**What you need to do**
Lines from the entries below that hold "City" form the answer; copy all of them.

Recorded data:
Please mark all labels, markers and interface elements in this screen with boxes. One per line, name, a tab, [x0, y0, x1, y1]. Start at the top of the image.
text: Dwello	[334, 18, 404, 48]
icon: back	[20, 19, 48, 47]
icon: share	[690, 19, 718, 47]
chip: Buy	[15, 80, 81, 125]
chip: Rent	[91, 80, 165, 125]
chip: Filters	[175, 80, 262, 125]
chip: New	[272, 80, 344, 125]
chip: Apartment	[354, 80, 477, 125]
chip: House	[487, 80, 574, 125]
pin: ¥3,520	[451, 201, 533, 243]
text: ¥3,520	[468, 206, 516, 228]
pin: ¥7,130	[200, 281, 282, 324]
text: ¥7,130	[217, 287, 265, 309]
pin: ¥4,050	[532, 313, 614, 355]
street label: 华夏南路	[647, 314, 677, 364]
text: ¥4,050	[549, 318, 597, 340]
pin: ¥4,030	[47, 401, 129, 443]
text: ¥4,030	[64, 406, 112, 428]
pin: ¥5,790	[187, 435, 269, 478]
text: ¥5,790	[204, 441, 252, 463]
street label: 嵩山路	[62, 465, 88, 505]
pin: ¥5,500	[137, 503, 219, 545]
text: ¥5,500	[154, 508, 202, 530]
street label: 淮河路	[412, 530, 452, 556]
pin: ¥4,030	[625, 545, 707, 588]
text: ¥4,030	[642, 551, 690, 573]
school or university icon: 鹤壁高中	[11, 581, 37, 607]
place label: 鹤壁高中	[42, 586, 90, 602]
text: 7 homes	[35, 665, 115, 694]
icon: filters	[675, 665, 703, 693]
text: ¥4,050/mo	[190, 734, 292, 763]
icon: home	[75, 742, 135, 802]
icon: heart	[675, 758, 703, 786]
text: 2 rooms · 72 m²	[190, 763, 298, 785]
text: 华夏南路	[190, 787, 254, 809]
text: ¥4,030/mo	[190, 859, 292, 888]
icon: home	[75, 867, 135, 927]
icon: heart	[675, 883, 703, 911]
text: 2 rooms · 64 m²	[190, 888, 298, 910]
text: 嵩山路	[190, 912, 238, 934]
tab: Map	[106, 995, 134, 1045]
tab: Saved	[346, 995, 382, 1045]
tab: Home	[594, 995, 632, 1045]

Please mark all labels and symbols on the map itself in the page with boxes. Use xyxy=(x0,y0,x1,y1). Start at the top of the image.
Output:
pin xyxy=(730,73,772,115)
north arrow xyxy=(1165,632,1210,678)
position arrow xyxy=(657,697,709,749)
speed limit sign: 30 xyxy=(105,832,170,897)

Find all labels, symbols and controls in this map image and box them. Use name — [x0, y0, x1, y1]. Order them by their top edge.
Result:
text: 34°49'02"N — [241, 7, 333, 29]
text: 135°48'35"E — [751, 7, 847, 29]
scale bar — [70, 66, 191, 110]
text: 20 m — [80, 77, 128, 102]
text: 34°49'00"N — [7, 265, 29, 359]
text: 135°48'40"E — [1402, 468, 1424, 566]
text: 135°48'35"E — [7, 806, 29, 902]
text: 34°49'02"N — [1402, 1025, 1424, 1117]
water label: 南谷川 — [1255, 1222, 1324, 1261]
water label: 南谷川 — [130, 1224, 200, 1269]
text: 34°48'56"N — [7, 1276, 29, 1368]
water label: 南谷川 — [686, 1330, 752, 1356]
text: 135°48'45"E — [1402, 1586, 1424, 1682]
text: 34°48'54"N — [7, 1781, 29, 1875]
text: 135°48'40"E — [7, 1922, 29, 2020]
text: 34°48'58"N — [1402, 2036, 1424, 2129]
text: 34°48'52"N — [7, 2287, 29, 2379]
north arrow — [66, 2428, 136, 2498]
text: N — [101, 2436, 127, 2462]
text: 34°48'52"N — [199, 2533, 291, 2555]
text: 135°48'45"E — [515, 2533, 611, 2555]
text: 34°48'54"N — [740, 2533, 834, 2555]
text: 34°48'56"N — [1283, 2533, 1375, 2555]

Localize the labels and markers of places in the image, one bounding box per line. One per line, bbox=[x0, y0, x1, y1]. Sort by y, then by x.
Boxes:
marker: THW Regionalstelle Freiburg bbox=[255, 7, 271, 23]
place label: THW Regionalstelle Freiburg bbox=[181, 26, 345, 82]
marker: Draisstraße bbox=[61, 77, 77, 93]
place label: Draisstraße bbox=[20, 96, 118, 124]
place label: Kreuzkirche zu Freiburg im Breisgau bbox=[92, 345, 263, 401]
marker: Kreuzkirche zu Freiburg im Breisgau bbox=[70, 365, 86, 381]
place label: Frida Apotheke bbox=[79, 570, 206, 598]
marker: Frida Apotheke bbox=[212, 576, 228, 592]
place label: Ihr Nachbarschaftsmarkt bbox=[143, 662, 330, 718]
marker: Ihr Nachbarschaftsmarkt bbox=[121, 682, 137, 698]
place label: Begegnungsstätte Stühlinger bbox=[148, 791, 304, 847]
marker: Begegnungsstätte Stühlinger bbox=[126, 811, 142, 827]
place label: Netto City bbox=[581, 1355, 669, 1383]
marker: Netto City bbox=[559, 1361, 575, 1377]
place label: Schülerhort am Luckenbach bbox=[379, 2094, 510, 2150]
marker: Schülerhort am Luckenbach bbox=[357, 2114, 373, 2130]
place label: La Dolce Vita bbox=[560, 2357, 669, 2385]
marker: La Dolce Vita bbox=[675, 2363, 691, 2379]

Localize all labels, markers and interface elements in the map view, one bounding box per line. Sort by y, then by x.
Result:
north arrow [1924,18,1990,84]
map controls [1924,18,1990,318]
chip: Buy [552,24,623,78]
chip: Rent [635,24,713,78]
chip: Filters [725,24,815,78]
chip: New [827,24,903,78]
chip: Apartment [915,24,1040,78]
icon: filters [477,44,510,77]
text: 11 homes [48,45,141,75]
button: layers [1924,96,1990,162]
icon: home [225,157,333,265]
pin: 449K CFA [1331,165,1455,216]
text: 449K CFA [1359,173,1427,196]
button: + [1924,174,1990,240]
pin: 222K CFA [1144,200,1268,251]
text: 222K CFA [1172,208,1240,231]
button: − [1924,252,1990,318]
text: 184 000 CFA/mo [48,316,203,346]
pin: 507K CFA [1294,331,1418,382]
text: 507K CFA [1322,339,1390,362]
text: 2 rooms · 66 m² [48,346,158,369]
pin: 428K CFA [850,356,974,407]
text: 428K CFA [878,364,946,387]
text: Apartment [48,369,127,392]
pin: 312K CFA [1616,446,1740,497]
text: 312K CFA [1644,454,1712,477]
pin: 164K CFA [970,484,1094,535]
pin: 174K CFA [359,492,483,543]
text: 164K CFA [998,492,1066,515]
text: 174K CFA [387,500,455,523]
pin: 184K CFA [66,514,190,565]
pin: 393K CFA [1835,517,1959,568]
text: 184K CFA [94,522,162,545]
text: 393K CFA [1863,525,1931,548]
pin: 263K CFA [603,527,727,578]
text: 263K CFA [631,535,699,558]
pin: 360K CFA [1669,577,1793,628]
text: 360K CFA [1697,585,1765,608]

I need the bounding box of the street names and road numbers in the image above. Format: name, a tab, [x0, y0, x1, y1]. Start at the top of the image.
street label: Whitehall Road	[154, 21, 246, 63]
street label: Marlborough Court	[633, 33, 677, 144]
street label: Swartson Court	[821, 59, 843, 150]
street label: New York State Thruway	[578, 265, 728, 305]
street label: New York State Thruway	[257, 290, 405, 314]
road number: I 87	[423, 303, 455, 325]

**Exercise solution**
place label: Netto City bbox=[581, 1355, 669, 1383]
marker: Netto City bbox=[559, 1361, 575, 1377]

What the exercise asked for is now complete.